An official with the Directorate of Industrial Safety and Health said that with schools closed, there had been a slight increase in incidences of child labour. “In August, we conducted raids at 56 factories across Tiruppur. We rescued 13 children from 10 factories.”

Garment factories overlooking the Noyyal river in Tiruppur. Photo: Shamsheer Yousaf

These raids have been directed by the state High Court in a case that reveals the extent to which officials have shut their eyes to the problem.

In July 2020, a social activist CM Sivababu had to rescue a friend’s daughter from a spinning mill near Tiruppur himself, after his plea elicited no response from officials. It was only after he filed a petition in the High Court that the government raided the mill and rescued a group of 40 children. Most were girls between 13 and 16 years of age.
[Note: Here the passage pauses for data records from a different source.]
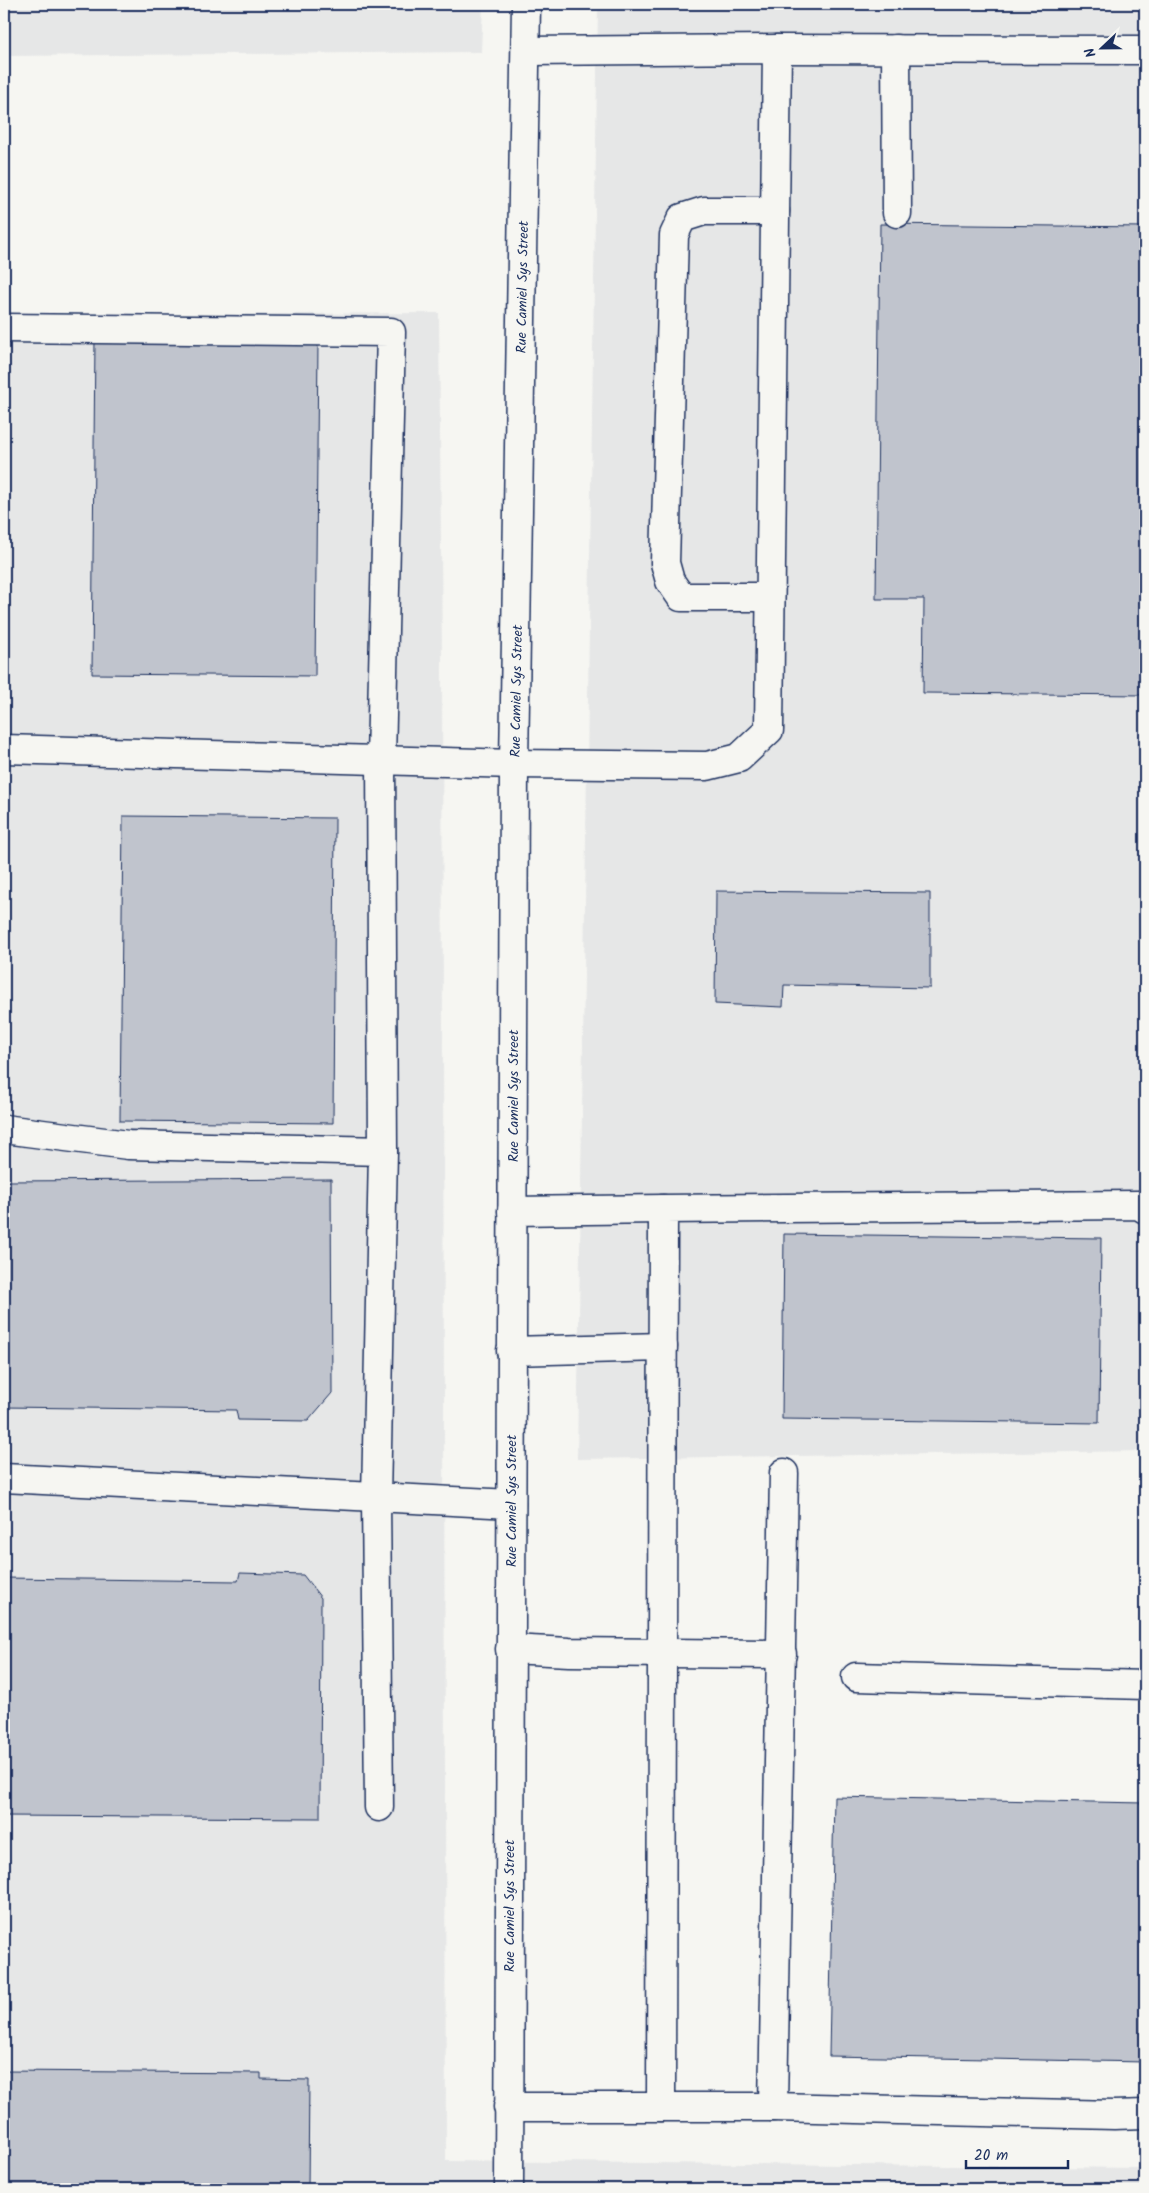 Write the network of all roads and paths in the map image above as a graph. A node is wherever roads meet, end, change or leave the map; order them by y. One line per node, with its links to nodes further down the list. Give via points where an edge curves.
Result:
1 (526, 4): 5 (street, Rue Camiel Sys Street)
2 (777, 49): 3 (street); 5 (street); 6 (street)
3 (896, 49): 4 (street); 7 (street)
4 (1145, 50)
5 (526, 51): 12 (street, Rue Camiel Sys Street)
6 (775, 211): 9 (street); 9 (street, via 704,211 682,218 674,235 665,564 670,581 681,596)
7 (897, 213)
8 (4, 328): 11 (street, via 391,332)
9 (770, 597): 12 (street, via 769,730 739,758 706,766)
10 (4, 749): 11 (street)
11 (382, 759): 12 (street); 14 (street)
12 (514, 764): 17 (street, Rue Camiel Sys Street)
13 (4, 1129): 14 (street, via 128,1144)
14 (383, 1151): 22 (street)
15 (663, 1209): 16 (street, via 1139,1205); 17 (street); 18 (street)
16 (1145, 1209)
17 (512, 1211): 19 (street, Rue Camiel Sys Street)
18 (663, 1347): 19 (street); 25 (street)
19 (511, 1351): 23 (street, Rue Camiel Sys Street)
20 (784, 1473): 26 (street)
21 (4, 1478): 22 (street)
22 (376, 1498): 23 (street); 29 (street)
23 (511, 1504): 24 (street, Rue Camiel Sys Street)
24 (510, 1648): 25 (street); 30 (street, Rue Camiel Sys Street)
25 (663, 1653): 26 (street); 31 (street)
26 (782, 1654): 32 (street)
27 (856, 1677): 28 (street)
28 (1145, 1684)
29 (379, 1807)
30 (508, 2107): 31 (street); 34 (street, Rue Camiel Sys Street)
31 (661, 2107): 32 (street)
32 (773, 2107): 33 (street)
33 (1145, 2114)
34 (509, 2189)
In spinning mills, over 60 per cent of workers were girls, Nambi said.

On August 6, 2020, the court ordered another raid and another 113 children were rescued from the same mill. The police filed a First Information Report under two laws related to the pandemic – one for negligent acts causing spread of infection, and another for disobeying quarantine rules. Both carry prison terms of up to six months or a monetary fine or both. No charges were filed under laws relating to child labour, bonded labour, or human trafficking.

The next day, the court observed that the case was “only the tip of an iceberg”, and that child labour was “rampant”. It directed officials to “conduct raids regularly to eradicate child labour”. Following this, the police filed charges under bonded labour, trafficking of persons, and cruelty and exploitation of children.

Some of the rescued children testified. The court observed that they appeared to have been tutored to make statements in favour of their employers.

Most other children were sent back home without even recording their statements, said an activist who was part of the rescue operation. “Without strong testimony of victims, the case is certain to collapse in court,” the activist warned.

Suma, 14, Mukul, 12, and Manik, 13, work on manufacturing T-shirts at a micro garment enterprise in Tiruppur. Photo: Shamsheer Yousaf

Still hope

Still, while the Child Labour Free Zones of Tiruppur may not be all they once were, Suma hasn’t given up hope. She plans to study further, even though she will continue working after school to support her family and ensure that her younger brother remains in school.

Asked about her aspirations, she bit her lip. “Teacher?”, Nicholas’s wife prompted her.

“No,” said Suma firmly. “I want to become a doctor.”

“Army,” Manik chimed in. “Police,” said Mukul.